Yesterday was National Poetry Day. It slid by like a dirty old van in rush-hour traffic. It's one of those forced-jollity events that lacks the energy to be even the least divisive. Contentious views on the subject of The Nation's Favourite Poem will not have them manning the barricades.
In vox-pop interviews, the few members of the public who could recall any poem at all, thought that Kipling's "If" a good choice. This sturdy, sentimental study in morality and self-reliance is long enough to make an impact on those people unused to closer study of poetic works (Postmodernism!? What's that?!) yet compact enough (always a useful attribute in poems) that whole passages might be commited to memory without troubling the unsuspecting reader.
I think that such moderate commitment is useful. Like a clock ticking away on the mantel, it serves its purpose, maintains the schedule and requires neither food nor water to allow us the benefit of its function.
To study poems as they are studied at university, for example, is to chase them around the room, corner them (hear them howl!) interject finely-wrought discussions about the elements of style, political persuasion and gender subtexts, before finally abandoning the part-skinned, bloodied carcass as a job well done.

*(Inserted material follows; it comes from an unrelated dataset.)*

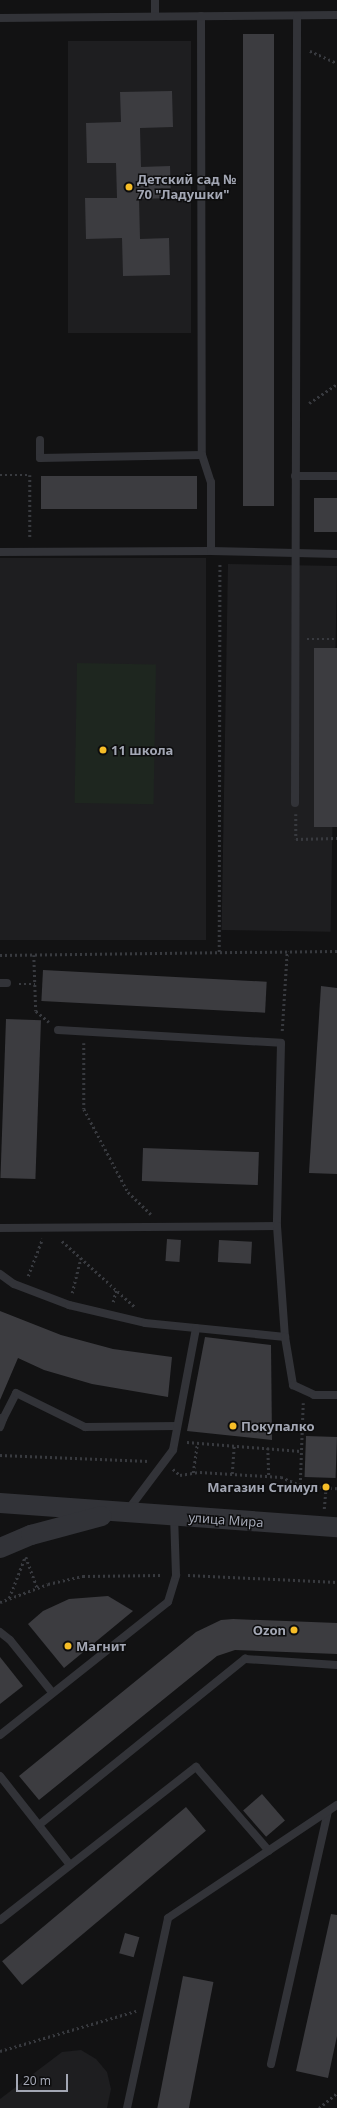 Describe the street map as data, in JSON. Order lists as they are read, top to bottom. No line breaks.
{"streets":{"street":["улица Мира"]},"places":["Детский сад № 70 \"Ладушки\"","11 школа","Покупалко","Магазин Стимул","Ozon","Магнит"],"scale_bar":"20 m"}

I, too, if asked my favourite poem, might choose from a long list that included "Fern Hill" and "Death Shall Have No Dominion", or "Dover Beach" or perhaps something by Ted Hughes or Philip Larkin. By then, I would begin to second-guess myself, thinking I should include something by Shakespeare, Emily Dickinson, and who was that guy everyone was talking about a few years ago....
There's no accounting for taste, even when we're told what we should like. "If" only.